En op dezelfde manier is ook het volgende gebod te verstaan: "U zult geen valse getuigenis afleggen tegen uw naaste". Steeds moet er zuivere waarheid uit uw mond vloeien en nooit mag u door een leugen uw naaste schade berokkenen in zijn aanzien, in zijn positie onder de medemensen. Elke laster is een zonde tegen dit gebod, door elke onware uitlating over hem schaadt de mens de naaste en handelt liefdeloos en onrechtvaardig, waarvoor hij zich moet verantwoorden. Als er van u een getuigenis verlangd wordt over uw naaste, wees waarheidsgetrouw en vol liefde jegens hem. Probeer zijn fout te begrijpen en hem vol liefde erop te wijzen, maar misbruik zijn zwakheid niet ten voordele van uzelf, doordat u hem tracht te kleineren tot uw eigen voordeel. Door een onbedachtzaam woord kunt u de naaste schaden en de gedachte om te vergelden wordt wakker in hem, en deze verstikt elke liefde en maakt de mens zondig. U moet wel waarheidsgetrouw blijven, dus niet tegen dat wat u weet en uw geweten in, een mens loven die het niet verdient, maar elke daad van liefdeloosheid zij verre van u, verre van u zij elke daad tot eigen voordeel die de naaste benadeelt.

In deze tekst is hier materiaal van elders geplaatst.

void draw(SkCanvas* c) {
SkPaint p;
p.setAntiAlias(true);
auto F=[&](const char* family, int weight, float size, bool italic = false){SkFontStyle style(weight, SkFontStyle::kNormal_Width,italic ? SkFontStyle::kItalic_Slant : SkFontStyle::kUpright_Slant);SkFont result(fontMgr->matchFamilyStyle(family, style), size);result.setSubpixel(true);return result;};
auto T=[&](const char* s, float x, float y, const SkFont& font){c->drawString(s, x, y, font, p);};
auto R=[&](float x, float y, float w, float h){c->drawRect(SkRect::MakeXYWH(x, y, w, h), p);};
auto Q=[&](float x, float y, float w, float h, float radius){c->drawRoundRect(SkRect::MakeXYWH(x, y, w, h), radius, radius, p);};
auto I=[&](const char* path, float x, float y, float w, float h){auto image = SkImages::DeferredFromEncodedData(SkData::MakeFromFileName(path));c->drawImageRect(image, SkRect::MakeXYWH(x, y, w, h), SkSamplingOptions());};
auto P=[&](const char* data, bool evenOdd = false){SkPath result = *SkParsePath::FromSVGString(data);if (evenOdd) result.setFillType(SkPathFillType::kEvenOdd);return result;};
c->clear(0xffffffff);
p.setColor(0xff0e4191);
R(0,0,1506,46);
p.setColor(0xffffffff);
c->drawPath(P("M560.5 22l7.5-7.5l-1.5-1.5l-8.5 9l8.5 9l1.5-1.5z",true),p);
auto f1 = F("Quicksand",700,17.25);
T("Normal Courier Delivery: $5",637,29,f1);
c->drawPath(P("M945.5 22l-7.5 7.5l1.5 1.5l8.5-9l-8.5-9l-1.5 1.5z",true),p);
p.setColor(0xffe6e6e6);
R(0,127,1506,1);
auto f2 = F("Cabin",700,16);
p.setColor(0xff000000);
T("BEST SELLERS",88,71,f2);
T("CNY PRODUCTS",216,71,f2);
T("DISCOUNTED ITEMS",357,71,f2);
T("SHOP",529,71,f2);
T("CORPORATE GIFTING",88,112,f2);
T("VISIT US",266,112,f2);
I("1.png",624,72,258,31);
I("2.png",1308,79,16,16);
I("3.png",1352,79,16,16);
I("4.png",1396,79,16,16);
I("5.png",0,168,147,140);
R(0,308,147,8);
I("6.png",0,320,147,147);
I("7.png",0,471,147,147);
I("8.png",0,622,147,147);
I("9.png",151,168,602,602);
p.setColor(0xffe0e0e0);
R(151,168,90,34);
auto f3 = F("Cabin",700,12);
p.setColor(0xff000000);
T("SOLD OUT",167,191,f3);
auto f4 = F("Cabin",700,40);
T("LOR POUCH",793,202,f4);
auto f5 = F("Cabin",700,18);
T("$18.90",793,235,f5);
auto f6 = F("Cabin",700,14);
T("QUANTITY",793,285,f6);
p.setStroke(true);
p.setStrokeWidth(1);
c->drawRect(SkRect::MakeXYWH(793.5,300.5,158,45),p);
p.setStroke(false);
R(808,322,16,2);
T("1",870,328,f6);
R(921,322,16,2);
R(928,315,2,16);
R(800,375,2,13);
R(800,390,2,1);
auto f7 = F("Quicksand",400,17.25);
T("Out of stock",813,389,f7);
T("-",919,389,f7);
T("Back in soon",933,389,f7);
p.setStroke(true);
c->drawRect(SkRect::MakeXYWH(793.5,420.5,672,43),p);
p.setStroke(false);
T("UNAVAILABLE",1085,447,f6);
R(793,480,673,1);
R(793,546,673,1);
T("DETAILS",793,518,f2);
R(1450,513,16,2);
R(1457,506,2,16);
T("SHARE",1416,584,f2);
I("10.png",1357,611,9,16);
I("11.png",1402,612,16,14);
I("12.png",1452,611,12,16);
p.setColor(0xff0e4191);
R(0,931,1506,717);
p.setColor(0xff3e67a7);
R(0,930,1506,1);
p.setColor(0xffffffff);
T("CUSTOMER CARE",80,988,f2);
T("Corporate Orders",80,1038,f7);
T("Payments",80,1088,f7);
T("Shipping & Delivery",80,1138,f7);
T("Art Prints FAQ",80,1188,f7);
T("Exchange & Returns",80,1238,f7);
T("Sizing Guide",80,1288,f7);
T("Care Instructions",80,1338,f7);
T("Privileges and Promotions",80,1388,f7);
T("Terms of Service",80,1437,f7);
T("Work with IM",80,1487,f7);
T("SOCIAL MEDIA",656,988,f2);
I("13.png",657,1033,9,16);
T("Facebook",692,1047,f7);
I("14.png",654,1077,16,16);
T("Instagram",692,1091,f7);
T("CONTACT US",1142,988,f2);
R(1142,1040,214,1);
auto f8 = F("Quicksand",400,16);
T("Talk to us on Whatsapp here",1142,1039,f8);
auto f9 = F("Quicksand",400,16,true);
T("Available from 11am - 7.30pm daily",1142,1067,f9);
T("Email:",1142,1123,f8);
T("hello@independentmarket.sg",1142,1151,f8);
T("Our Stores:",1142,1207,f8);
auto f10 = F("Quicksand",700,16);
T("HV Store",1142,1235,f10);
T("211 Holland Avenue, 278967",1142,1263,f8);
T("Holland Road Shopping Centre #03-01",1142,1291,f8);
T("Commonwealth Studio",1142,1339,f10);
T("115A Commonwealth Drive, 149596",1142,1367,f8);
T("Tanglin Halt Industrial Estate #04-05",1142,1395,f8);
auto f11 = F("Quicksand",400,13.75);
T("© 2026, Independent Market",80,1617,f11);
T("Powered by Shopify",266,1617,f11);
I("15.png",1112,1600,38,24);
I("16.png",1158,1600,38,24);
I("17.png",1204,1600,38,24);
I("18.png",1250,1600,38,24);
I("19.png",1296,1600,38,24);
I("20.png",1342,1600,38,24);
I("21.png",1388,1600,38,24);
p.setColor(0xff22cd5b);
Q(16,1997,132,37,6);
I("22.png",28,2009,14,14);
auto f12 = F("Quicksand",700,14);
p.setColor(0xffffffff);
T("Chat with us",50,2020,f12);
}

Elk oordeel over uw naaste dat niet volgens de waarheid is, is een grove schending van dit gebod, want het ontbeert elke liefde en strekt u, mensen niet tot eer. Elke leugen is te veroordelen, maar als ze duidelijk tot schade van de naaste is, is het een dubbele zonde, een zonde tegen de naaste en een zonde tegen MIJ Zelf, DIE de eeuwige WAARHEID ben. Het is een schending van de liefde jegens MIJ en jegens uw medemens.